# An example of non-strictly positive-definite inner product

Give an example of non-strictly positive-definite inner product on an arbitrary vector space.

By non-strictly positive-definite inner product, I mean that $$||X||=0$$ does not necessarily imply $$X=0$$.

As you may know, $$||X||=\sqrt{\langle X,X\rangle}$$.

My attempt: I considered $$\langle.,.\rangle:\mathbb{R}*\mathbb{R}\to\mathbb{R}$$ as an inner product for vector space $$\mathbb{R}$$ over field $$\mathbb{R}$$ and defined $$\langle u,v\rangle = 0$$ for all vectors. Clearly $$||u||=0$$ for all vectors.

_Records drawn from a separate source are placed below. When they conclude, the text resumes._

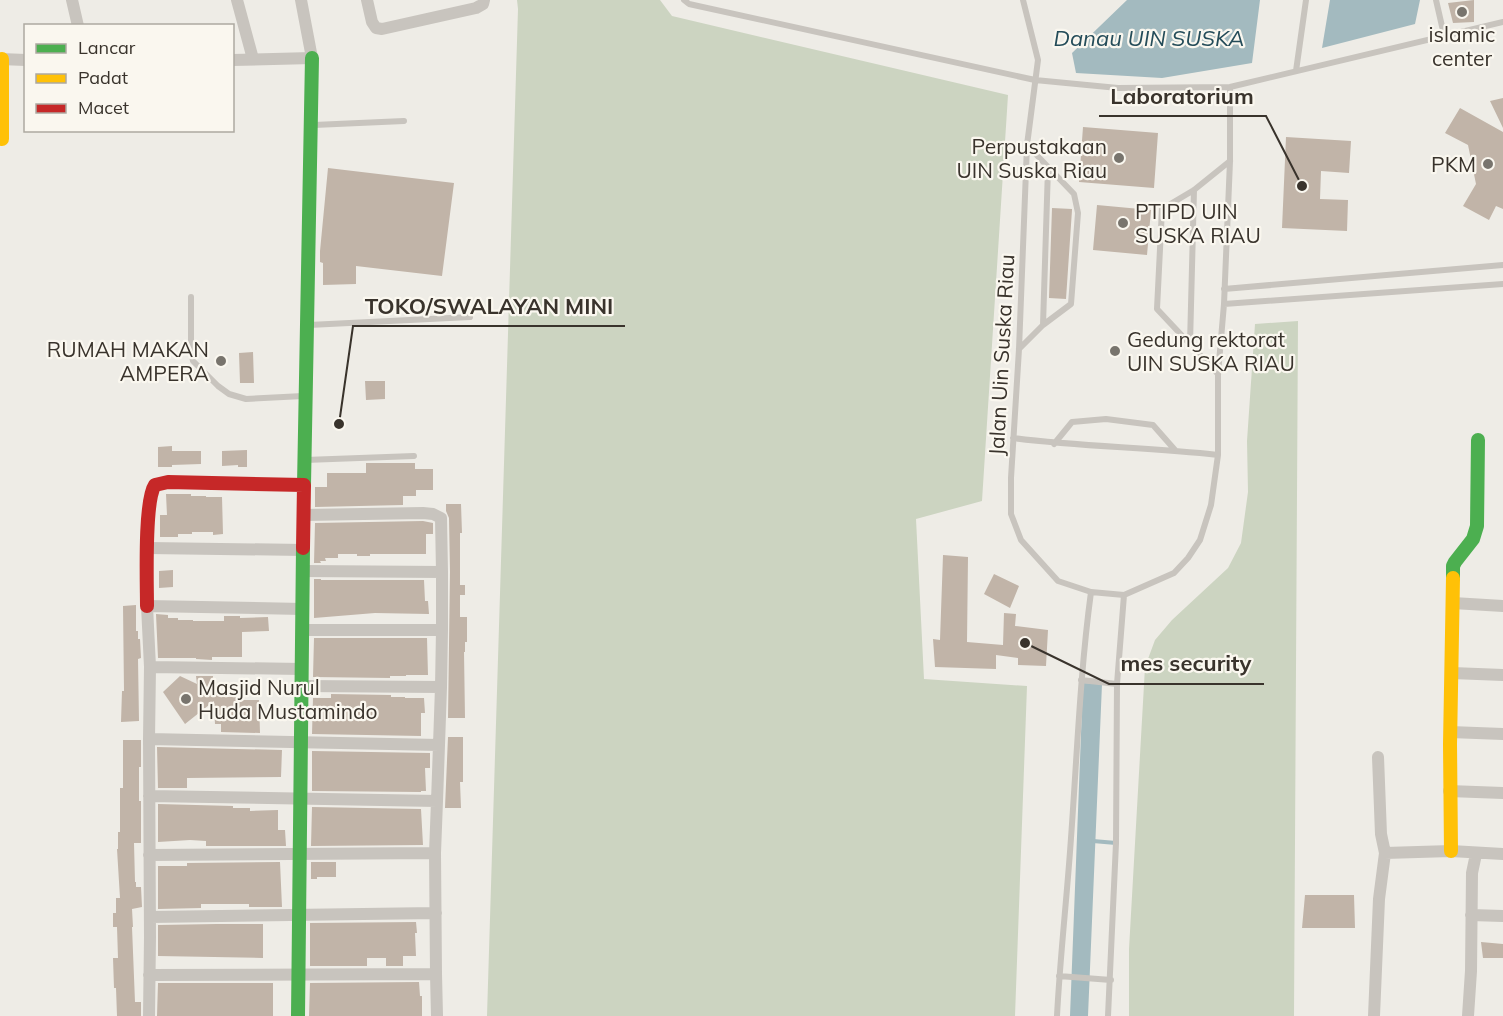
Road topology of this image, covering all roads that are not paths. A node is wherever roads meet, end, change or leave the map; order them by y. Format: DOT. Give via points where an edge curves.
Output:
graph roads {
  1 [pos="72,0"];
  2 [pos="224,0"];
  3 [pos="237,0"];
  4 [pos="301,0"];
  5 [pos="368,0"];
  6 [pos="484,0"];
  7 [pos="684,0"];
  8 [pos="1023,0"];
  9 [pos="1305,0"];
  10 [pos="1436,0"];
  11 [pos="1503,22"];
  12 [pos="78,24"];
  13 [pos="1444,35"];
  14 [pos="312,58"];
  15 [pos="1,59"];
  16 [pos="253,59"];
  17 [pos="24,60"];
  18 [pos="234,60"];
  19 [pos="1296,71"];
  20 [pos="1035,80"];
  21 [pos="1230,87"];
  22 [pos="404,121"];
  23 [pos="311,125"];
  24 [pos="2,139"];
  25 [pos="1027,145"];
  26 [pos="1230,161"];
  27 [pos="1047,168"];
  28 [pos="1194,190"];
  29 [pos="1503,265"];
  30 [pos="1503,284"];
  31 [pos="1224,289"];
  32 [pos="191,297"];
  33 [pos="1224,304"];
  34 [pos="470,316"];
  35 [pos="308,325"];
  36 [pos="1043,326"];
  37 [pos="1191,344"];
  38 [pos="1019,349"];
  39 [pos="1218,374"];
  40 [pos="306,396"];
  41 [pos="1013,438"];
  42 [pos="1478,440"];
  43 [pos="1054,444"];
  44 [pos="1175,450"];
  45 [pos="1218,455"];
  46 [pos="414,456"];
  47 [pos="305,460"];
  48 [pos="304,485"];
  49 [pos="304,515"];
  50 [pos="148,548"];
  51 [pos="304,550"];
  52 [pos="303,572"];
  53 [pos="442,572"];
  54 [pos="1090,592"];
  55 [pos="1124,595"];
  56 [pos="1453,603"];
  57 [pos="147,606"];
  58 [pos="1503,606"];
  59 [pos="303,609"];
  60 [pos="303,630"];
  61 [pos="442,630"];
  62 [pos="150,667"];
  63 [pos="302,669"];
  64 [pos="1452,673"];
  65 [pos="1503,675"];
  66 [pos="1084,681"];
  67 [pos="1114,683"];
  68 [pos="302,686"];
  69 [pos="441,687"];
  70 [pos="1449,732"];
  71 [pos="1503,734"];
  72 [pos="149,739"];
  73 [pos="302,741"];
  74 [pos="440,745"];
  75 [pos="1378,757"];
  76 [pos="1449,791"];
  77 [pos="1503,793"];
  78 [pos="150,796"];
  79 [pos="301,800"];
  80 [pos="437,801"];
  81 [pos="1451,851"];
  82 [pos="435,853"];
  83 [pos="300,854"];
  84 [pos="1385,854"];
  85 [pos="1476,854"];
  86 [pos="1503,854"];
  87 [pos="149,855"];
  88 [pos="436,913"];
  89 [pos="300,914"];
  90 [pos="1471,915"];
  91 [pos="1503,916"];
  92 [pos="150,917"];
  93 [pos="436,974"];
  94 [pos="149,975"];
  95 [pos="299,975"];
  96 [pos="1059,976"];
  97 [pos="1111,980"];
  98 [pos="149,1016"];
  99 [pos="298,1016"];
  100 [pos="436,1016"];
  101 [pos="1057,1016"];
  102 [pos="1108,1016"];
  103 [pos="1374,1016"];
  104 [pos="1468,1016"];
  1 -- 12 [label="street"];
  2 -- 3 [label="street"];
  3 -- 16 [label="street"];
  4 -- 14 [label="street"];
  5 -- 6 [label="street" via="372,22 382,29 476,8"];
  7 -- 20 [label="lane"];
  8 -- 20 [label="lane, Jalan Uin Suska Riau" via="1038,60"];
  9 -- 19 [label="lane"];
  10 -- 13 [label="lane"];
  11 -- 13 [label="lane"];
  13 -- 19 [label="lane"];
  14 -- 16 [label="street"];
  14 -- 23 [label="street"];
  15 -- 17 [label="street"];
  15 -- 24 [label="street"];
  16 -- 18 [label="street"];
  19 -- 21 [label="lane"];
  20 -- 21 [label="lane" via="1118,88"];
  20 -- 25 [label="lane, Jalan Uin Suska Riau"];
  21 -- 26 [label="lane, Jalan Uin Suska Riau"];
  22 -- 23 [label="lane"];
  23 -- 35 [label="street"];
  25 -- 27 [label="lane"];
  25 -- 38 [label="lane, Jalan Uin Suska Riau"];
  26 -- 28 [label="lane"];
  26 -- 31 [label="lane, Jalan Uin Suska Riau"];
  27 -- 36 [label="lane"];
  27 -- 36 [label="lane" via="1074,194 1078,213 1071,304"];
  28 -- 37 [label="lane"];
  28 -- 37 [label="lane" via="1162,209 1157,309"];
  29 -- 31 [label="lane"];
  30 -- 33 [label="lane"];
  31 -- 33 [label="lane, Jalan Uin Suska Riau"];
  32 -- 40 [label="lane" via="193,361 218,386 246,399"];
  33 -- 39 [label="lane, Jalan Uin Suska Riau"];
  34 -- 35 [label="lane"];
  35 -- 40 [label="street"];
  36 -- 38 [label="lane"];
  37 -- 39 [label="lane"];
  38 -- 41 [label="lane, Jalan Uin Suska Riau"];
  39 -- 45 [label="lane, Jalan Uin Suska Riau"];
  40 -- 47 [label="street"];
  41 -- 43 [label="lane"];
  41 -- 54 [label="lane, Jalan Uin Suska Riau" via="1011,514 1021,540 1058,581"];
  42 -- 56 [label="street" via="1477,526 1472,543 1453,566"];
  43 -- 44 [label="lane"];
  43 -- 44 [label="lane" via="1072,422 1106,419 1153,425"];
  44 -- 45 [label="lane"];
  45 -- 55 [label="lane, Jalan Uin Suska Riau" via="1211,505 1200,540 1188,558 1174,573"];
  46 -- 47 [label="lane"];
  47 -- 48 [label="street"];
  48 -- 49 [label="street"];
  48 -- 50 [label="street" via="155,485 151,491"];
  49 -- 51 [label="street"];
  49 -- 53 [label="street" via="433,514 441,518"];
  50 -- 51 [label="street"];
  50 -- 57 [label="street"];
  51 -- 52 [label="street"];
  52 -- 53 [label="street"];
  52 -- 59 [label="street"];
  53 -- 61 [label="street"];
  54 -- 55 [label="lane, Jalan Uin Suska Riau"];
  54 -- 66 [label="lane"];
  55 -- 67 [label="lane"];
  56 -- 58 [label="street"];
  56 -- 64 [label="street"];
  57 -- 59 [label="street"];
  57 -- 62 [label="street"];
  59 -- 60 [label="street"];
  60 -- 61 [label="street"];
  60 -- 63 [label="street"];
  61 -- 69 [label="street"];
  62 -- 63 [label="street"];
  62 -- 72 [label="street"];
  63 -- 68 [label="street"];
  64 -- 65 [label="street"];
  64 -- 70 [label="street"];
  66 -- 67 [label="lane"];
  66 -- 96 [label="lane"];
  67 -- 97 [label="lane" via="1116,843"];
  68 -- 69 [label="street"];
  68 -- 73 [label="street"];
  69 -- 74 [label="street"];
  70 -- 71 [label="street"];
  70 -- 76 [label="street"];
  72 -- 73 [label="street"];
  72 -- 78 [label="street"];
  73 -- 74 [label="street"];
  73 -- 79 [label="street"];
  74 -- 80 [label="street"];
  75 -- 84 [label="street"];
  76 -- 77 [label="street"];
  76 -- 81 [label="street"];
  78 -- 79 [label="street"];
  78 -- 87 [label="street"];
  79 -- 80 [label="street"];
  79 -- 83 [label="street"];
  80 -- 82 [label="street"];
  81 -- 84 [label="street"];
  81 -- 85 [label="street"];
  82 -- 83 [label="street"];
  82 -- 88 [label="street"];
  83 -- 87 [label="street"];
  83 -- 89 [label="street"];
  84 -- 103 [label="street"];
  85 -- 86 [label="street"];
  85 -- 90 [label="street"];
  87 -- 92 [label="street"];
  88 -- 89 [label="street"];
  88 -- 93 [label="street"];
  89 -- 92 [label="street"];
  89 -- 95 [label="street"];
  90 -- 91 [label="street"];
  90 -- 104 [label="street"];
  92 -- 94 [label="street"];
  93 -- 95 [label="street"];
  93 -- 100 [label="street"];
  94 -- 95 [label="street"];
  94 -- 98 [label="street"];
  95 -- 99 [label="street"];
  96 -- 97 [label="lane"];
  96 -- 101 [label="lane"];
  97 -- 102 [label="lane"];
}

But I want a non-trivial example.

• Hint: What would an orthogonal basis for such a product look like? Mar 27 at 18:20
• The conventional name for your “non-strictly positive definite inner product” is semi-inner product. Mar 27 at 18:52

Example 1 The symmetric bilinear form $$\Phi : \Bbb R^2 \times \Bbb R^2 \to \Bbb R$$ defined by $$\Phi(X, Y) := X_1 Y_1$$ is positive semidefinite, as $$\Phi(X, X) = X_1^2 \geq 0,$$ but it is not definite, as $$\Phi\left(\pmatrix{0\\1}, \pmatrix{0\\1}\right) = 0$$.
In fact, Sylvester's Law of Inertia implies that any $$2$$-dimensional real vector space equipped with symmetric bilinear form that is positive semidefinite but not definite is isometric to this example.
Example 2 More generally, for any vector space $$\Bbb V$$ and any nonzero linear functional $$\alpha \in \Bbb V^*$$, i.e., linear map $$\alpha : \Bbb V \to \Bbb R$$, the symmetric bilinear form $$\Phi(X, Y) := \alpha(X) \alpha(Y)$$ is positive semidefinite but not zero, and it is not definite if $$\dim \Bbb V > 1$$. Example 1 is the special case $$\Bbb V = \Bbb R^2$$ and $$\alpha(X) = X_1$$.
Example 3 For any symmetric matrix $$A \in M_n(\Bbb R)$$, the symmetric bilinear map $$\Bbb R^n \times \Bbb R^n \to \Bbb R$$ defined by $$\langle X, Y \rangle := Y^\top A X$$ in a symmetric bilinear form. This bilinear form is positive semidefinite if all of the eigenvalues of $$A$$ are nonnegative, and it is not positive definite if it moreover has at least $$1$$ zero eigenvalue. Example 1 is the special case $$n = 2$$ and $$A = \pmatrix{1&\cdot\\\cdot&0}$$.
In general if a symmetric bilinear form $$\Phi$$ on a vector space $$V$$ is positive semidefinite but not definite, it is degenerate, that is, there is a vector $$X \in V$$ such that $$\Phi(X, Y) = 0$$ for all $$Y \in V$$, that is, such that the linear functional $$\Phi(X, \,\cdot\,)$$ is the zero functional. We sometimes call the set of such $$X$$ the kernel of $$\Phi$$, as it is the kernel of the linear map $$\operatorname{Sym}^2 V^* \to V^*$$, $$\Phi \mapsto \Phi(X, \,\cdot\,)$$. In Example $$1$$, $$\ker \Phi = \operatorname{span}\left\{\pmatrix{0\\1}\right\}$$, in Example $$2$$, $$\ker \Phi = \ker \alpha$$, and in Example $$3$$, $$\ker \Phi = \ker A$$, that is, the $$0$$-eigenspace of $$A$$.